Ainsi les cent premières pages du livre nous embarquent dans le tourbillon de l'exil des familles maternelles et paternelles d'Hélène, branches russes et géorgiennes d'aristocrates et d'intellectuels balayés par les révolutions, échoués en France dans le dénuement le plus total, avec en point d'orgue le cas de Georges Zourabichvili, le père d'Hélène, exécuté à la Libération pour fait de collaboration. L'écrivain retrace le parcours de cet homme sombre, vraisemblablement bipolaire (comme lui) et dont il avait révélé les turpitudes dans Un roman russe, source d'une brouille mémorable avec sa mère. On saisit certaines clés fondamentales de la psychologie de l'académicienne, devenue si jeune, après la disparition de ce père collabo, le pilier de sa famille. Un certain goût pour le secret ou l'arrangement permanent des choses. Les prémisses d'une forme d'inflexibilité derrière la petite fille inconsolable.

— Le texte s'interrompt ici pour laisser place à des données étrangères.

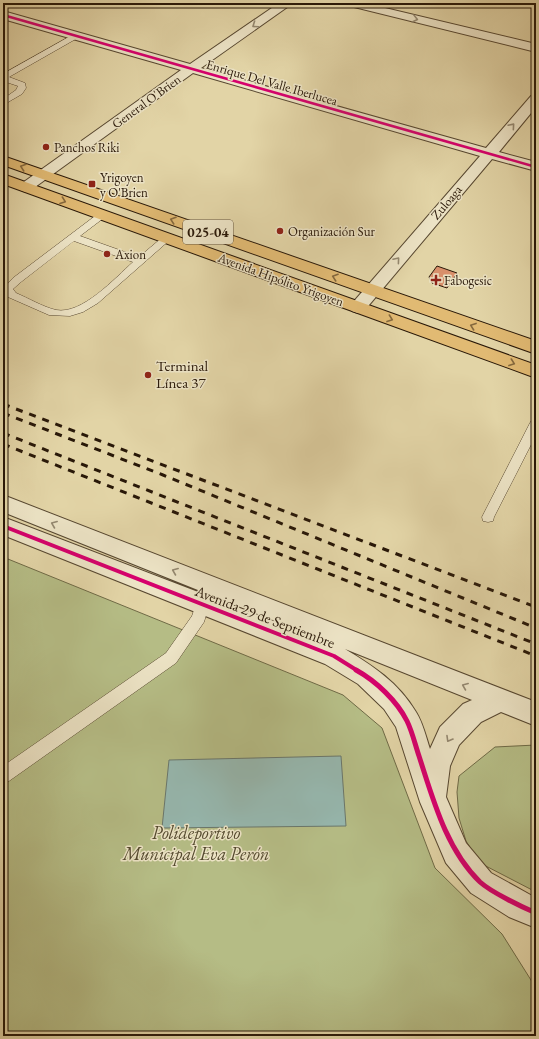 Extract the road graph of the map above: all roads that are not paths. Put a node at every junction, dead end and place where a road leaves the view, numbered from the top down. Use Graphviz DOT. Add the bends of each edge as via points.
graph roads {
  1 [pos="288,3"];
  2 [pos="350,3"];
  3 [pos="3,15"];
  4 [pos="77,36"];
  5 [pos="536,48"];
  6 [pos="191,69"];
  7 [pos="536,99"];
  8 [pos="3,103"];
  9 [pos="488,153"];
  10 [pos="3,160"];
  11 [pos="536,167"];
  12 [pos="44,174"];
  13 [pos="3,179"];
  14 [pos="26,187"];
  15 [pos="102,215"];
  16 [pos="73,237"];
  17 [pos="168,238"];
  18 [pos="140,261"];
  19 [pos="372,290"];
  20 [pos="358,307"];
  21 [pos="536,348"];
  22 [pos="536,372"];
  23 [pos="536,423"];
  24 [pos="3,504"];
  25 [pos="488,517"];
  26 [pos="3,526"];
  27 [pos="202,605"];
  28 [pos="502,700"];
  29 [pos="536,714"];
  30 [pos="3,775"];
  31 [pos="434,802"];
  32 [pos="536,913"];
  1 -- 6 [label="street, General O'Brien, one-way"];
  2 -- 5 [label="street, one-way"];
  3 -- 4 [label="street, Enrique Del Valle Iberlucea"];
  4 -- 6 [label="street, Enrique Del Valle Iberlucea"];
  4 -- 8 [label="lane" via="6,76 4,79 22,85 22,88"];
  6 -- 9 [label="street, Enrique Del Valle Iberlucea"];
  6 -- 12 [label="street, General O'Brien"];
  9 -- 7 [label="street, Zuloaga, one-way"];
  9 -- 11 [label="street, Enrique Del Valle Iberlucea"];
  19 -- 9 [label="street, Zuloaga, one-way"];
  12 -- 10 [label="main road, Avenida Hipólito Yrigoyen / 025-04, one-way"];
  12 -- 14 [label="street, General O'Brien"];
  19 -- 12 [label="main road, Avenida Hipólito Yrigoyen / 025-04, one-way"];
  13 -- 14 [label="main road, Avenida Hipólito Yrigoyen / 025-04"];
  14 -- 15 [label="main road, Avenida Hipólito Yrigoyen / 025-04, one-way"];
  15 -- 16 [label="lane"];
  15 -- 17 [label="main road, Avenida Hipólito Yrigoyen / 025-04"];
  16 -- 18 [label="lane"];
  16 -- 18 [label="lane" via="17,280 8,289 12,295 53,313 66,314 80,310 94,301"];
  17 -- 18 [label="lane"];
  17 -- 20 [label="main road, Avenida Hipólito Yrigoyen / 025-04"];
  19 -- 20 [label="street, Zuloaga"];
  21 -- 19 [label="main road, Avenida Hipólito Yrigoyen / 025-04, one-way"];
  20 -- 22 [label="main road, Avenida Hipólito Yrigoyen / 025-04, one-way"];
  23 -- 25 [label="lane"];
  28 -- 24 [label="street, Avenida 29 de Septiembre, one-way"];
  26 -- 27 [label="street, Avenida 29 de Septiembre"];
  27 -- 30 [label="lane" via="199,618 171,658"];
  27 -- 31 [label="street, Avenida 29 de Septiembre" via="334,656 367,676 393,701 407,721"];
  28 -- 29 [label="street, Avenida 29 de Septiembre"];
  28 -- 31 [label="street, one-way" via="472,713 449,736 436,766"];
  31 -- 32 [label="street, Avenida 29 de Septiembre" via="456,852 481,883"];
}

Le récit se recentre ensuite sur le couple formé par ses parents, Hélène et Louis. Leur rencontre, la vie de famille, l'extraordinaire ascension sociale d'Hélène Carrère d'Encausse en historienne célébrée de la Russie. De cette enfance, l'auteur esquisse les moments les plus tendres du livre lors des étés à Cazères dans le Sud-Ouest. "Si je dois garder un son de mon passage sur terre, c'est celui-ci : le crissement du gravier sous les pas de mon père qui me porte, une nuit d'été, sur le parking de l'hôtel du Chapon fin." Quantité de souvenirs enchantés pour le jeune Emmanuel si fusionnel avec sa mère qu'on l'appelait "le petit Helenou" et avec qui il partage "le goût de l'importance" et tant d'autres choses. Il écrit : "J'ai aimé ma mère dans mon enfance comme je n'ai jamais et n'aimerai personne de ma vie. J'ai adhéré avec une candeur fervente, totale, à sa version de notre histoire familiale et, plus généralement de l'existence." Et s'il est vrai qu'elle fut une mère aimante, présente, et pleine de fantaisie – quand leur père voyageait pour ses affaires en province, les enfants déménageaient leur matelas dans sa chambre pour dormir avec elle, et "faire kolkhoze" – elle ne fut pas que cela.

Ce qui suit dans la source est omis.